Preclinical studies of Apogossypolone: a new nonpeptidic pan small-molecule inhibitor of Bcl-2, Bcl-X_L and Mcl-1 proteins in Follicular Small Cleaved Cell Lymphoma model

Alan A Arnold¹ , Amro Aboukameel¹ , Jianyong Chen² , Dajun Yang³ , Shaomeng Wang² , Ayad Al-Katib¹ and Ramzi M Mohammad¹

¹Department of Internal Medicine, Division of Hematology/Oncology, Wayne State University School of Medicine, Detroit, Michigan, USA

²Department of Internal Medicine and Medicinal Chemistry, University of Michigan Comprehensive Cancer Center, Ann Arbor, Michigan, USA

³Ascenta Therapeutics, Inc., Malvern, Pennsylvania, USA

author email corresponding author email

Molecular Cancer 2008, 7:20doi:10.1186/1476-4598-7-20

Published:	14 February 2008

Abstract

Elevated expression of anti-apoptotic Bcl-2 family proteins have been linked to a poor survival rate of patients with Follicular Lymphoma (FL). This prompted us to evaluate a very potent non-peptidic Small-Molecule Inhibitor (SMI) targeting Bcl-2 family proteins, Apogossypolone (ApoG2) using follicular small cleaved cell lymphoma cell line (WSU-FSCCL) and cell isolated from lymphoma patients.
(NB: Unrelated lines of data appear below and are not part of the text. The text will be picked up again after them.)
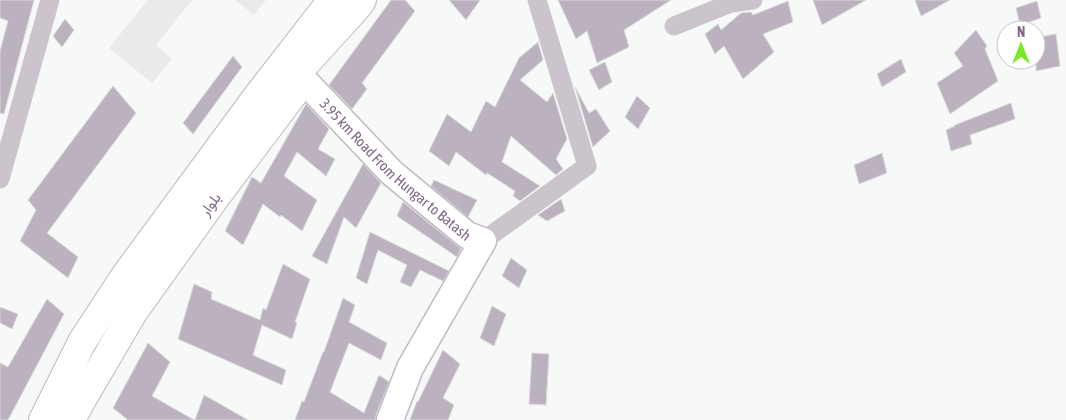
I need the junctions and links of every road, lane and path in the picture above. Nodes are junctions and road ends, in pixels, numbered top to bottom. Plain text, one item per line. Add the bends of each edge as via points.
1 (50, 0) edge
2 (332, 0) edge
3 (362, 0) edge
4 (537, 0) edge
5 (753, 0) edge
6 (674, 26) dead end
7 (297, 73) junction
8 (0, 179) edge
9 (483, 241) junction
10 (43, 420) edge
11 (71, 420) edge
12 (390, 420) edge

1 - 8 street
2 - 10 main road, بلوار via 126,276 82,342
3 - 7 main road, بلوار
4 - 9 street via 587,166
5 - 6 street via 731,3
7 - 9 street, 3.95 km Road From Hungar to Batash via 392,173 467,235
7 - 11 main road, بلوار via 294,92 134,312
9 - 12 street, 3.95 km Road From Hungar to Batash via 410,368

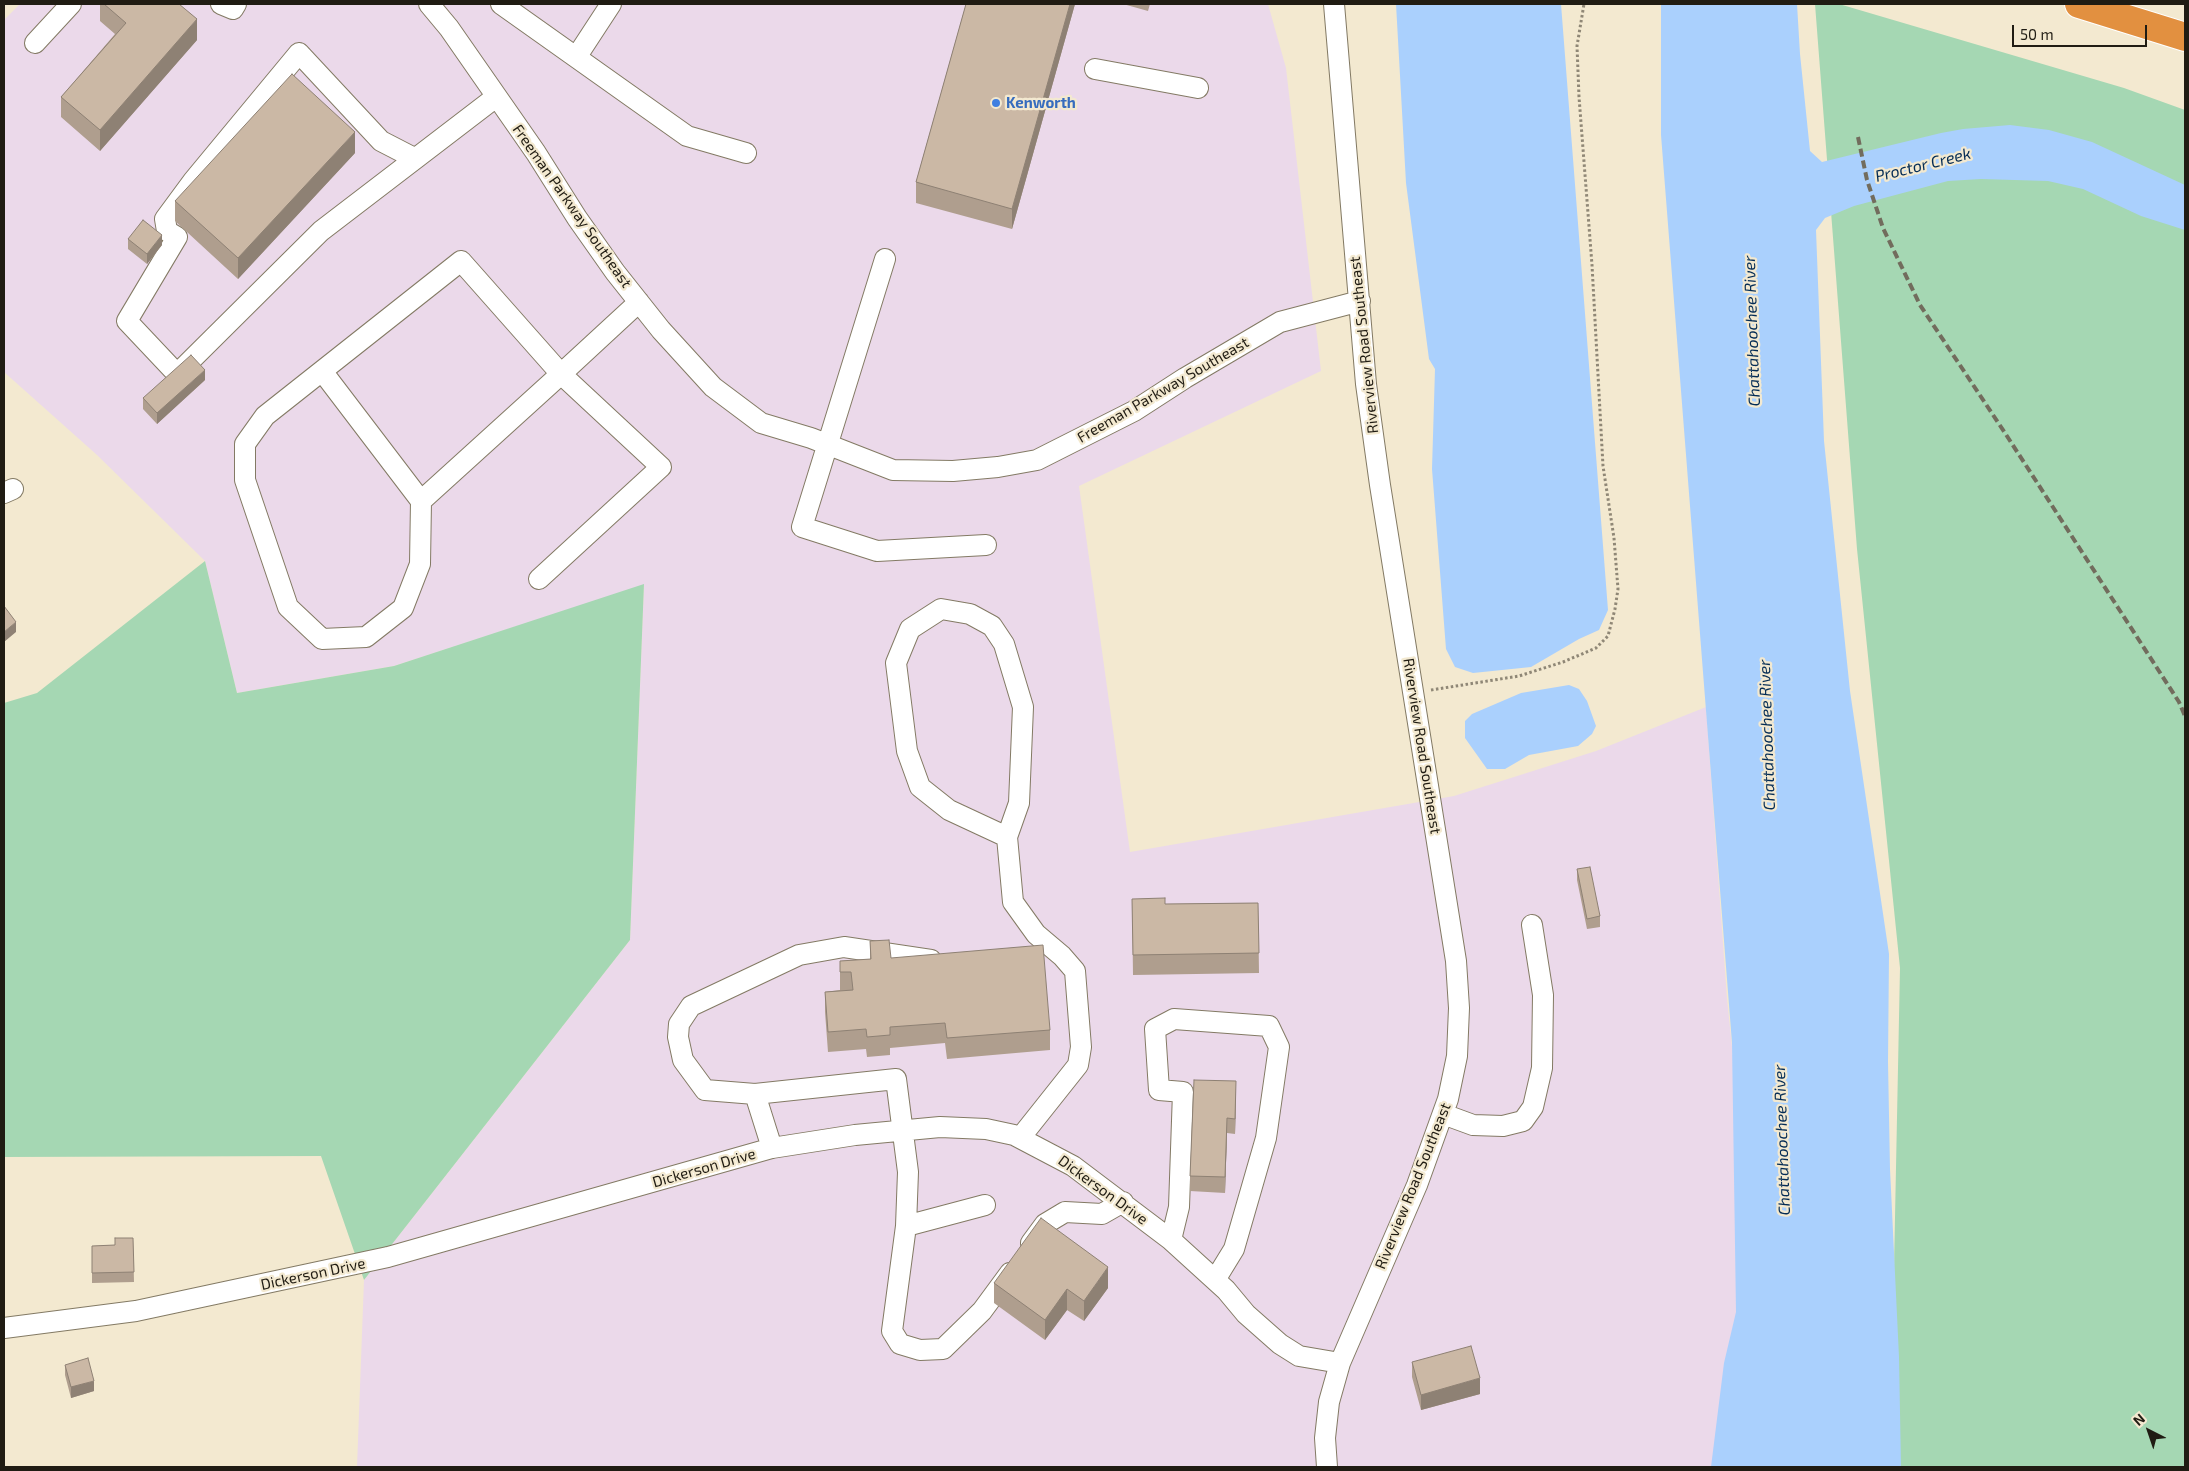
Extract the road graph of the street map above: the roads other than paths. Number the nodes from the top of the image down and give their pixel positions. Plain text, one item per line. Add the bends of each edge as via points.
1 (71, 4) edge
2 (221, 4) edge
3 (236, 4) edge
4 (502, 4) edge
5 (611, 4) edge
6 (1334, 4) edge
7 (2079, 4) edge
8 (434, 5) edge
9 (2185, 37) edge
10 (35, 43) dead end
11 (577, 56) junction
12 (1095, 69) dead end
13 (1198, 88) dead end
14 (496, 97) junction
15 (746, 153) dead end
16 (414, 158) junction
17 (885, 259) dead end
18 (1360, 301) junction
19 (639, 302) junction
20 (322, 370) junction
21 (561, 374) junction
22 (826, 444) junction
23 (421, 501) junction
24 (986, 545) dead end
25 (539, 579) dead end
26 (1007, 837) junction
27 (1532, 925) dead end
28 (948, 961) edge
29 (755, 1094) junction
30 (1443, 1114) junction
31 (903, 1130) junction
32 (1020, 1138) junction
33 (772, 1148) junction
34 (1123, 1202) junction
35 (986, 1205) dead end
36 (906, 1226) junction
37 (1171, 1240) junction
38 (1215, 1280) junction
39 (4, 1328) edge
40 (1340, 1363) junction
41 (1327, 1467) edge

1 - 10 street
2 - 3 street via 233,9
4 - 11 street
5 - 11 street
6 - 18 street, Riverview Road Southeast
7 - 9 highway
8 - 14 street, Freeman Parkway Southeast
11 - 15 street via 687,136
12 - 13 street
14 - 16 street
14 - 19 street, Freeman Parkway Southeast via 577,218
16 - 16 street via 321,232 177,374 127,321 177,237 167,231 165,219 299,53 381,141
17 - 22 street
18 - 22 street, Freeman Parkway Southeast via 1280,322 1134,411 1037,460 953,472 893,470
18 - 30 street, Riverview Road Southeast via 1366,384 1377,466 1456,961 1460,1008 1457,1056
19 - 21 street
19 - 22 street, Freeman Parkway Southeast via 713,387 762,423
20 - 21 street via 461,261
20 - 23 street
20 - 23 street via 265,416 245,444 246,480 288,607 322,638 366,638 403,608 420,564
21 - 23 street
21 - 25 street via 661,467
22 - 24 street via 802,527 877,551
26 - 26 street via 1019,803 1023,706 1004,644 992,626 970,614 941,610 910,629 896,663 907,751 920,787 949,810
26 - 32 street via 1013,902 1030,941 1062,956 1075,971 1081,1047 1078,1065
27 - 30 street via 1543,995 1542,1068 1533,1107 1523,1121 1503,1126 1473,1125
28 - 29 street via 844,947 799,956 691,1006 679,1024 683,1060 705,1090
29 - 31 street via 896,1079
29 - 33 street
30 - 40 street, Riverview Road Southeast via 1417,1185
31 - 32 street, Dickerson Drive via 940,1127 986,1129
31 - 33 street, Dickerson Drive
31 - 36 street via 908,1172
32 - 34 street, Dickerson Drive via 1074,1166
33 - 39 street, Dickerson Drive via 388,1257 136,1310
34 - 36 street via 1102,1214 1065,1212 1045,1224 982,1311 943,1349 920,1350 900,1344 892,1332
34 - 37 street, Dickerson Drive
35 - 36 street
37 - 38 street, Dickerson Drive
37 - 38 street via 1179,1207 1183,1092 1159,1090 1156,1029 1174,1019 1269,1026 1279,1047 1266,1138 1234,1249
38 - 40 street, Dickerson Drive via 1280,1344 1299,1356
40 - 41 street, Riverview Road Southeast via 1329,1402 1325,1438

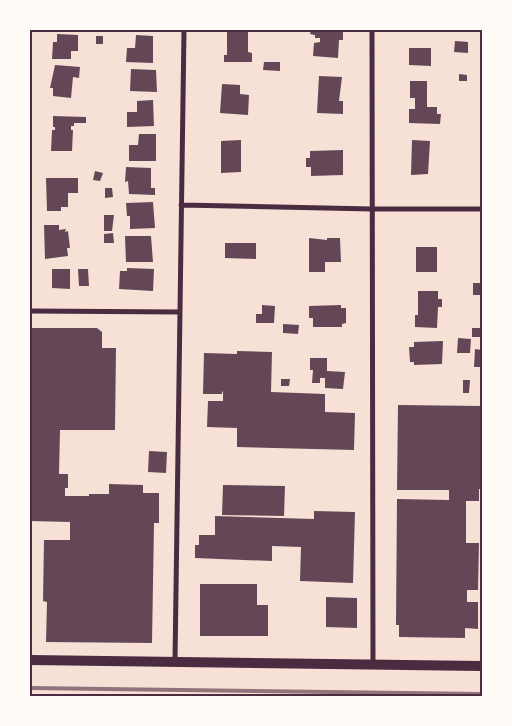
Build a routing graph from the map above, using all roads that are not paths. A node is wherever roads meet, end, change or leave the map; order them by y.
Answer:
1 (184, 30) edge
2 (372, 30) edge
3 (181, 205) junction
4 (372, 209) junction
5 (482, 209) edge
6 (30, 311) edge
7 (180, 312) junction
8 (30, 660) edge
9 (174, 661) junction
10 (373, 664) junction
11 (482, 666) edge

1 - 3 street
2 - 4 street
3 - 4 street
3 - 7 street
4 - 5 street
4 - 10 street
6 - 7 street
7 - 9 street
8 - 9 main road
9 - 10 main road
10 - 11 main road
ApoG2 inhibited the growth of WSU-FSCCL significantly with a 50% growth inhibition of cells (IC₅₀) of 109 nM and decreased cell number of fresh lymphoma cells. ApoG2 activated caspases-9, -3, and -8, and the cleavage of Poly (ADP-ribose) polymerase (PARP) and Apoptosis Inducing Factor (AIF). In the WSU-FSCCL-SCID xenograft model, ApoG2 showed a significant anti-lymphoma effect, with %ILS of 84% in the intravenous and 63% in intraperitoneal treated mice. These studies suggest that ApoG2 can be an effective therapeutic agent against FL.